**To do:**
Give the entries again exactly; drop the pictures.

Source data

━━━━━━━━━━

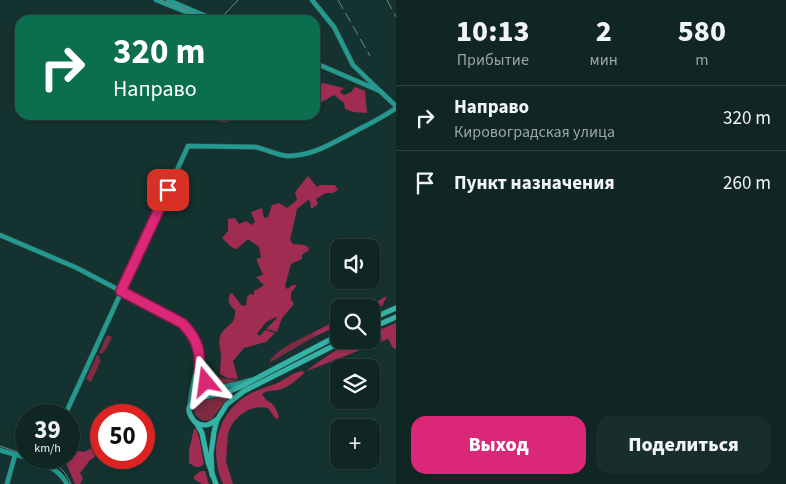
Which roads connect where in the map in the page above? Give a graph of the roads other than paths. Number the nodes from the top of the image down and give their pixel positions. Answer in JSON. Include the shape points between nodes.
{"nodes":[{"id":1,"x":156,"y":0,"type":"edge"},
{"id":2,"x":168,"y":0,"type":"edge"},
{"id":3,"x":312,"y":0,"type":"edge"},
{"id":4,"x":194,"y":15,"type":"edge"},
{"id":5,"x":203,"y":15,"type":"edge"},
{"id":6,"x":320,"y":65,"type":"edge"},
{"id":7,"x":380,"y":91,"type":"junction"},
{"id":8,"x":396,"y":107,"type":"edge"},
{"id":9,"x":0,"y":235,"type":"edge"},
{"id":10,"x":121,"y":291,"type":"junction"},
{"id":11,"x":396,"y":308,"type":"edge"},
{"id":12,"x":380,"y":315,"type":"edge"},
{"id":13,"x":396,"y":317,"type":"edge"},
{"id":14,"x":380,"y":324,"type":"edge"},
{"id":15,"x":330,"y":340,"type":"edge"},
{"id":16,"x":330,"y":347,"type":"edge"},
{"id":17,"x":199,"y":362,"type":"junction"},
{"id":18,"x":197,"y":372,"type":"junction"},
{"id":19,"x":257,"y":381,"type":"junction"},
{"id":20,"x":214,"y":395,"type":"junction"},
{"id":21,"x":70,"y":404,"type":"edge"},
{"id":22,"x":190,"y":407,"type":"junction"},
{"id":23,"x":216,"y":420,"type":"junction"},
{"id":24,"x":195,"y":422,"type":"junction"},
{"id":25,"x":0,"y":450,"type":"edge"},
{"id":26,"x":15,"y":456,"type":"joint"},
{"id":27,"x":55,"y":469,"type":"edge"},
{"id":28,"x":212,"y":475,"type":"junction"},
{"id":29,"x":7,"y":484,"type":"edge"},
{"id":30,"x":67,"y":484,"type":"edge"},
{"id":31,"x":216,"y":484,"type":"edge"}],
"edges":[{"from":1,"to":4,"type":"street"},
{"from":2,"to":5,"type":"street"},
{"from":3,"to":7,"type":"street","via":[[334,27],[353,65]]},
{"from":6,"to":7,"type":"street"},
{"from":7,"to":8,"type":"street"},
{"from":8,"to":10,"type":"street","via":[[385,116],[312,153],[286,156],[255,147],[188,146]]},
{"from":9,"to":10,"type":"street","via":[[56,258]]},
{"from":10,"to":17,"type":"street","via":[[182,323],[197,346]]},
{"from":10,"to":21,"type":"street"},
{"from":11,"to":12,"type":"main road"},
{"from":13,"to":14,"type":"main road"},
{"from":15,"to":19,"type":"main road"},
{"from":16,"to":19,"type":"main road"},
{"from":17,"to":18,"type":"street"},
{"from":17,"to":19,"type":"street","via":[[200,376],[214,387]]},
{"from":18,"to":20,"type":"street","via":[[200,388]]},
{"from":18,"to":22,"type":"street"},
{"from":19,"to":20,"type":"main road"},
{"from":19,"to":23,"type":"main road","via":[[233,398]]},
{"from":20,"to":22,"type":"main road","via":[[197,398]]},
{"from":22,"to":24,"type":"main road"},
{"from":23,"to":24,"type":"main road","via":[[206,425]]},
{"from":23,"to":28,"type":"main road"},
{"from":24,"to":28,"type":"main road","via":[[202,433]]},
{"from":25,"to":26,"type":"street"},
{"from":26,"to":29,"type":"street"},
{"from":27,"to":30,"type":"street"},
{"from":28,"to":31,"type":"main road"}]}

━━━━━━━━━━

**Solution:**
Which roads connect where in the map in the page above? Give a graph of the roads other than paths. Number the nodes from the top of the image down and give their pixel positions. Answer in JSON. Include the shape points between nodes.
{"nodes":[{"id":1,"x":156,"y":0,"type":"edge"},
{"id":2,"x":168,"y":0,"type":"edge"},
{"id":3,"x":312,"y":0,"type":"edge"},
{"id":4,"x":194,"y":15,"type":"edge"},
{"id":5,"x":203,"y":15,"type":"edge"},
{"id":6,"x":320,"y":65,"type":"edge"},
{"id":7,"x":380,"y":91,"type":"junction"},
{"id":8,"x":396,"y":107,"type":"edge"},
{"id":9,"x":0,"y":235,"type":"edge"},
{"id":10,"x":121,"y":291,"type":"junction"},
{"id":11,"x":396,"y":308,"type":"edge"},
{"id":12,"x":380,"y":315,"type":"edge"},
{"id":13,"x":396,"y":317,"type":"edge"},
{"id":14,"x":380,"y":324,"type":"edge"},
{"id":15,"x":330,"y":340,"type":"edge"},
{"id":16,"x":330,"y":347,"type":"edge"},
{"id":17,"x":199,"y":362,"type":"junction"},
{"id":18,"x":197,"y":372,"type":"junction"},
{"id":19,"x":257,"y":381,"type":"junction"},
{"id":20,"x":214,"y":395,"type":"junction"},
{"id":21,"x":70,"y":404,"type":"edge"},
{"id":22,"x":190,"y":407,"type":"junction"},
{"id":23,"x":216,"y":420,"type":"junction"},
{"id":24,"x":195,"y":422,"type":"junction"},
{"id":25,"x":0,"y":450,"type":"edge"},
{"id":26,"x":15,"y":456,"type":"joint"},
{"id":27,"x":55,"y":469,"type":"edge"},
{"id":28,"x":212,"y":475,"type":"junction"},
{"id":29,"x":7,"y":484,"type":"edge"},
{"id":30,"x":67,"y":484,"type":"edge"},
{"id":31,"x":216,"y":484,"type":"edge"}],
"edges":[{"from":1,"to":4,"type":"street"},
{"from":2,"to":5,"type":"street"},
{"from":3,"to":7,"type":"street","via":[[334,27],[353,65]]},
{"from":6,"to":7,"type":"street"},
{"from":7,"to":8,"type":"street"},
{"from":8,"to":10,"type":"street","via":[[385,116],[312,153],[286,156],[255,147],[188,146]]},
{"from":9,"to":10,"type":"street","via":[[56,258]]},
{"from":10,"to":17,"type":"street","via":[[182,323],[197,346]]},
{"from":10,"to":21,"type":"street"},
{"from":11,"to":12,"type":"main road"},
{"from":13,"to":14,"type":"main road"},
{"from":15,"to":19,"type":"main road"},
{"from":16,"to":19,"type":"main road"},
{"from":17,"to":18,"type":"street"},
{"from":17,"to":19,"type":"street","via":[[200,376],[214,387]]},
{"from":18,"to":20,"type":"street","via":[[200,388]]},
{"from":18,"to":22,"type":"street"},
{"from":19,"to":20,"type":"main road"},
{"from":19,"to":23,"type":"main road","via":[[233,398]]},
{"from":20,"to":22,"type":"main road","via":[[197,398]]},
{"from":22,"to":24,"type":"main road"},
{"from":23,"to":24,"type":"main road","via":[[206,425]]},
{"from":23,"to":28,"type":"main road"},
{"from":24,"to":28,"type":"main road","via":[[202,433]]},
{"from":25,"to":26,"type":"street"},
{"from":26,"to":29,"type":"street"},
{"from":27,"to":30,"type":"street"},
{"from":28,"to":31,"type":"main road"}]}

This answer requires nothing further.